Each entry must be written out again exactly as it stands.

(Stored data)
_ _ _

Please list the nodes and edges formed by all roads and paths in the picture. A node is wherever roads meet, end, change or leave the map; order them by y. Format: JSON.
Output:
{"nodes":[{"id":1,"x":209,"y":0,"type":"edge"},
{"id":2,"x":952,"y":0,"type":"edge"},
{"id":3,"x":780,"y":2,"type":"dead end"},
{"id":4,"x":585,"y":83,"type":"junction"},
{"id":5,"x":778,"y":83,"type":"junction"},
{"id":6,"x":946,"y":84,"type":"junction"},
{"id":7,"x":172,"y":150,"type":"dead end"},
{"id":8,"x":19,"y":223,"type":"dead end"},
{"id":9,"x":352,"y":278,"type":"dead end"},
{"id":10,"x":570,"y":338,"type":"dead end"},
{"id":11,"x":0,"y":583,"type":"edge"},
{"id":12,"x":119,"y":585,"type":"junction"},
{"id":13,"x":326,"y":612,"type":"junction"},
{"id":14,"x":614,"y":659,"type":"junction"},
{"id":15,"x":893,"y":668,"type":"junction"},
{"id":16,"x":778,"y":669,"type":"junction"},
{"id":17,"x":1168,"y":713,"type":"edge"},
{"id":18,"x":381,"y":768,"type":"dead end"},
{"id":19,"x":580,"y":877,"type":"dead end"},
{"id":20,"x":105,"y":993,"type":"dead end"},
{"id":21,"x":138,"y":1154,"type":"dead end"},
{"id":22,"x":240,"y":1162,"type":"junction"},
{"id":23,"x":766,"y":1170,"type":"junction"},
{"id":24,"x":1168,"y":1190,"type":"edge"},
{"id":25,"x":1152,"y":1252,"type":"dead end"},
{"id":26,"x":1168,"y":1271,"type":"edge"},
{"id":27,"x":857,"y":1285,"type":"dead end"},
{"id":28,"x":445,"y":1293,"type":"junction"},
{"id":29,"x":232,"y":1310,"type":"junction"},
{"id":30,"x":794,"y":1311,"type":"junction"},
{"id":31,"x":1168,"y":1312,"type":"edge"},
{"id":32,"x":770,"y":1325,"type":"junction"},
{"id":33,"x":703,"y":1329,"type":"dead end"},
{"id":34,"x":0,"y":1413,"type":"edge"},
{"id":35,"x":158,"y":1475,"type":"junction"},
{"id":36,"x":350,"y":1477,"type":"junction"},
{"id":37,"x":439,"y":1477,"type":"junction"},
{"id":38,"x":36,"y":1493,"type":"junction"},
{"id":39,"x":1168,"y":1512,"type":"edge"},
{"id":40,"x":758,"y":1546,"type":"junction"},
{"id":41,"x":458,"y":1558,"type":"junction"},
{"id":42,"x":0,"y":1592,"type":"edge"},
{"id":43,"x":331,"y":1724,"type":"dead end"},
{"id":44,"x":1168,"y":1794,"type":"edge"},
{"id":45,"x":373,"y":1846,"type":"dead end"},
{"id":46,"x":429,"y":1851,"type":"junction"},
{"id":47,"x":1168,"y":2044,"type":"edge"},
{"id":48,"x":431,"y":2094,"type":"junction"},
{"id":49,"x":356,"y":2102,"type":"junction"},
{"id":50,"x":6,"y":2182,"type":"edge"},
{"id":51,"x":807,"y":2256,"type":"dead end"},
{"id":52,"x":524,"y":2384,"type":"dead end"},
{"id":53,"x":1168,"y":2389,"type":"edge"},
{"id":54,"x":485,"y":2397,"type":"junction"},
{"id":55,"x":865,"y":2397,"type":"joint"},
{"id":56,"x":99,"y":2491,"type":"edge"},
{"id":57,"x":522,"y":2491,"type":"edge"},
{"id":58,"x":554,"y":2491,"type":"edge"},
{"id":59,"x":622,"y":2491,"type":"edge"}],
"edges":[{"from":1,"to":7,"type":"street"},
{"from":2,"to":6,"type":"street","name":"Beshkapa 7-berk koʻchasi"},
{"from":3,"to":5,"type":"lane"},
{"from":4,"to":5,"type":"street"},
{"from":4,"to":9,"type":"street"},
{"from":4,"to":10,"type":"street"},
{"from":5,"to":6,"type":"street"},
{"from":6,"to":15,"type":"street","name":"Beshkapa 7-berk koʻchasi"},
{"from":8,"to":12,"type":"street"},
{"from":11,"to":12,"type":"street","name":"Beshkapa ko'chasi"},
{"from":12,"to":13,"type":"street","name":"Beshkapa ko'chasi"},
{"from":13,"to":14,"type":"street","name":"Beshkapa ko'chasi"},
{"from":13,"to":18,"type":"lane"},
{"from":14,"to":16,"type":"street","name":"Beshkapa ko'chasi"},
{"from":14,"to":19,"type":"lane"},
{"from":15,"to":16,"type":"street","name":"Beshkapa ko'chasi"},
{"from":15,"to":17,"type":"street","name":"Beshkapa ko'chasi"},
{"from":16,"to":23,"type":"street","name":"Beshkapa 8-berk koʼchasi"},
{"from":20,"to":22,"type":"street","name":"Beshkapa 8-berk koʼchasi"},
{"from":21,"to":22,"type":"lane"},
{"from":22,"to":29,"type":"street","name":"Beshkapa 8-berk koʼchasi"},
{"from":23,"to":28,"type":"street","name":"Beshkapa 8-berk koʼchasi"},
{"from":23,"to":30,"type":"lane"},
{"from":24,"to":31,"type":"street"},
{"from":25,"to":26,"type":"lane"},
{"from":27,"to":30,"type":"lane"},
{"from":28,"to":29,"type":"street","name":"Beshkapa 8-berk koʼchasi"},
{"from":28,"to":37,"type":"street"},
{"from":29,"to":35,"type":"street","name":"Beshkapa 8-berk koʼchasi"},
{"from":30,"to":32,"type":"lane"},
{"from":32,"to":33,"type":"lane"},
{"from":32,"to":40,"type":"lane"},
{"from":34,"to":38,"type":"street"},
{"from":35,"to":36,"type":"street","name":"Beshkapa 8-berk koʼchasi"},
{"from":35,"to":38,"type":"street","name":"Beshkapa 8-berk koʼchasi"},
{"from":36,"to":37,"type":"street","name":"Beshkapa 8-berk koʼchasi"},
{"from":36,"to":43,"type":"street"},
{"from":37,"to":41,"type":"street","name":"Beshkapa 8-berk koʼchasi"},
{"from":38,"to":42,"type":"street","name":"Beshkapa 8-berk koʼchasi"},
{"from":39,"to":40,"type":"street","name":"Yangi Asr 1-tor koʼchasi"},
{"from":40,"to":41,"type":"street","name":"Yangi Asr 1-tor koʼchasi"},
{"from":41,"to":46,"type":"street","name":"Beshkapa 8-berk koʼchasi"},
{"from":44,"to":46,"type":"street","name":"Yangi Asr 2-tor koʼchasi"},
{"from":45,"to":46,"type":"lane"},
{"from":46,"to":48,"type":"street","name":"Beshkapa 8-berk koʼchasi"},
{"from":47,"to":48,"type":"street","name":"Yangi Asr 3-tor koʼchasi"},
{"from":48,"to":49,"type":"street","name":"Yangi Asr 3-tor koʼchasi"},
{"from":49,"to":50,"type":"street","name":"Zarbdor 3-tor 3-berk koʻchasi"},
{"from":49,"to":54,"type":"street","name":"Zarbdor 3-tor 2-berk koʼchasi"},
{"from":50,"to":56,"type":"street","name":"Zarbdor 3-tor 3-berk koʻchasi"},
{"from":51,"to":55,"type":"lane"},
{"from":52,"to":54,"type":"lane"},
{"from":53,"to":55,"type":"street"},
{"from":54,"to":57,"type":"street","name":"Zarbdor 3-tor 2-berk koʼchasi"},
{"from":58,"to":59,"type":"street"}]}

_ _ _

_Problem solution_
Please list the nodes and edges formed by all roads and paths in the picture. A node is wherever roads meet, end, change or leave the map; order them by y. Format: JSON.
Output:
{"nodes":[{"id":1,"x":209,"y":0,"type":"edge"},
{"id":2,"x":952,"y":0,"type":"edge"},
{"id":3,"x":780,"y":2,"type":"dead end"},
{"id":4,"x":585,"y":83,"type":"junction"},
{"id":5,"x":778,"y":83,"type":"junction"},
{"id":6,"x":946,"y":84,"type":"junction"},
{"id":7,"x":172,"y":150,"type":"dead end"},
{"id":8,"x":19,"y":223,"type":"dead end"},
{"id":9,"x":352,"y":278,"type":"dead end"},
{"id":10,"x":570,"y":338,"type":"dead end"},
{"id":11,"x":0,"y":583,"type":"edge"},
{"id":12,"x":119,"y":585,"type":"junction"},
{"id":13,"x":326,"y":612,"type":"junction"},
{"id":14,"x":614,"y":659,"type":"junction"},
{"id":15,"x":893,"y":668,"type":"junction"},
{"id":16,"x":778,"y":669,"type":"junction"},
{"id":17,"x":1168,"y":713,"type":"edge"},
{"id":18,"x":381,"y":768,"type":"dead end"},
{"id":19,"x":580,"y":877,"type":"dead end"},
{"id":20,"x":105,"y":993,"type":"dead end"},
{"id":21,"x":138,"y":1154,"type":"dead end"},
{"id":22,"x":240,"y":1162,"type":"junction"},
{"id":23,"x":766,"y":1170,"type":"junction"},
{"id":24,"x":1168,"y":1190,"type":"edge"},
{"id":25,"x":1152,"y":1252,"type":"dead end"},
{"id":26,"x":1168,"y":1271,"type":"edge"},
{"id":27,"x":857,"y":1285,"type":"dead end"},
{"id":28,"x":445,"y":1293,"type":"junction"},
{"id":29,"x":232,"y":1310,"type":"junction"},
{"id":30,"x":794,"y":1311,"type":"junction"},
{"id":31,"x":1168,"y":1312,"type":"edge"},
{"id":32,"x":770,"y":1325,"type":"junction"},
{"id":33,"x":703,"y":1329,"type":"dead end"},
{"id":34,"x":0,"y":1413,"type":"edge"},
{"id":35,"x":158,"y":1475,"type":"junction"},
{"id":36,"x":350,"y":1477,"type":"junction"},
{"id":37,"x":439,"y":1477,"type":"junction"},
{"id":38,"x":36,"y":1493,"type":"junction"},
{"id":39,"x":1168,"y":1512,"type":"edge"},
{"id":40,"x":758,"y":1546,"type":"junction"},
{"id":41,"x":458,"y":1558,"type":"junction"},
{"id":42,"x":0,"y":1592,"type":"edge"},
{"id":43,"x":331,"y":1724,"type":"dead end"},
{"id":44,"x":1168,"y":1794,"type":"edge"},
{"id":45,"x":373,"y":1846,"type":"dead end"},
{"id":46,"x":429,"y":1851,"type":"junction"},
{"id":47,"x":1168,"y":2044,"type":"edge"},
{"id":48,"x":431,"y":2094,"type":"junction"},
{"id":49,"x":356,"y":2102,"type":"junction"},
{"id":50,"x":6,"y":2182,"type":"edge"},
{"id":51,"x":807,"y":2256,"type":"dead end"},
{"id":52,"x":524,"y":2384,"type":"dead end"},
{"id":53,"x":1168,"y":2389,"type":"edge"},
{"id":54,"x":485,"y":2397,"type":"junction"},
{"id":55,"x":865,"y":2397,"type":"joint"},
{"id":56,"x":99,"y":2491,"type":"edge"},
{"id":57,"x":522,"y":2491,"type":"edge"},
{"id":58,"x":554,"y":2491,"type":"edge"},
{"id":59,"x":622,"y":2491,"type":"edge"}],
"edges":[{"from":1,"to":7,"type":"street"},
{"from":2,"to":6,"type":"street","name":"Beshkapa 7-berk koʻchasi"},
{"from":3,"to":5,"type":"lane"},
{"from":4,"to":5,"type":"street"},
{"from":4,"to":9,"type":"street"},
{"from":4,"to":10,"type":"street"},
{"from":5,"to":6,"type":"street"},
{"from":6,"to":15,"type":"street","name":"Beshkapa 7-berk koʻchasi"},
{"from":8,"to":12,"type":"street"},
{"from":11,"to":12,"type":"street","name":"Beshkapa ko'chasi"},
{"from":12,"to":13,"type":"street","name":"Beshkapa ko'chasi"},
{"from":13,"to":14,"type":"street","name":"Beshkapa ko'chasi"},
{"from":13,"to":18,"type":"lane"},
{"from":14,"to":16,"type":"street","name":"Beshkapa ko'chasi"},
{"from":14,"to":19,"type":"lane"},
{"from":15,"to":16,"type":"street","name":"Beshkapa ko'chasi"},
{"from":15,"to":17,"type":"street","name":"Beshkapa ko'chasi"},
{"from":16,"to":23,"type":"street","name":"Beshkapa 8-berk koʼchasi"},
{"from":20,"to":22,"type":"street","name":"Beshkapa 8-berk koʼchasi"},
{"from":21,"to":22,"type":"lane"},
{"from":22,"to":29,"type":"street","name":"Beshkapa 8-berk koʼchasi"},
{"from":23,"to":28,"type":"street","name":"Beshkapa 8-berk koʼchasi"},
{"from":23,"to":30,"type":"lane"},
{"from":24,"to":31,"type":"street"},
{"from":25,"to":26,"type":"lane"},
{"from":27,"to":30,"type":"lane"},
{"from":28,"to":29,"type":"street","name":"Beshkapa 8-berk koʼchasi"},
{"from":28,"to":37,"type":"street"},
{"from":29,"to":35,"type":"street","name":"Beshkapa 8-berk koʼchasi"},
{"from":30,"to":32,"type":"lane"},
{"from":32,"to":33,"type":"lane"},
{"from":32,"to":40,"type":"lane"},
{"from":34,"to":38,"type":"street"},
{"from":35,"to":36,"type":"street","name":"Beshkapa 8-berk koʼchasi"},
{"from":35,"to":38,"type":"street","name":"Beshkapa 8-berk koʼchasi"},
{"from":36,"to":37,"type":"street","name":"Beshkapa 8-berk koʼchasi"},
{"from":36,"to":43,"type":"street"},
{"from":37,"to":41,"type":"street","name":"Beshkapa 8-berk koʼchasi"},
{"from":38,"to":42,"type":"street","name":"Beshkapa 8-berk koʼchasi"},
{"from":39,"to":40,"type":"street","name":"Yangi Asr 1-tor koʼchasi"},
{"from":40,"to":41,"type":"street","name":"Yangi Asr 1-tor koʼchasi"},
{"from":41,"to":46,"type":"street","name":"Beshkapa 8-berk koʼchasi"},
{"from":44,"to":46,"type":"street","name":"Yangi Asr 2-tor koʼchasi"},
{"from":45,"to":46,"type":"lane"},
{"from":46,"to":48,"type":"street","name":"Beshkapa 8-berk koʼchasi"},
{"from":47,"to":48,"type":"street","name":"Yangi Asr 3-tor koʼchasi"},
{"from":48,"to":49,"type":"street","name":"Yangi Asr 3-tor koʼchasi"},
{"from":49,"to":50,"type":"street","name":"Zarbdor 3-tor 3-berk koʻchasi"},
{"from":49,"to":54,"type":"street","name":"Zarbdor 3-tor 2-berk koʼchasi"},
{"from":50,"to":56,"type":"street","name":"Zarbdor 3-tor 3-berk koʻchasi"},
{"from":51,"to":55,"type":"lane"},
{"from":52,"to":54,"type":"lane"},
{"from":53,"to":55,"type":"street"},
{"from":54,"to":57,"type":"street","name":"Zarbdor 3-tor 2-berk koʼchasi"},
{"from":58,"to":59,"type":"street"}]}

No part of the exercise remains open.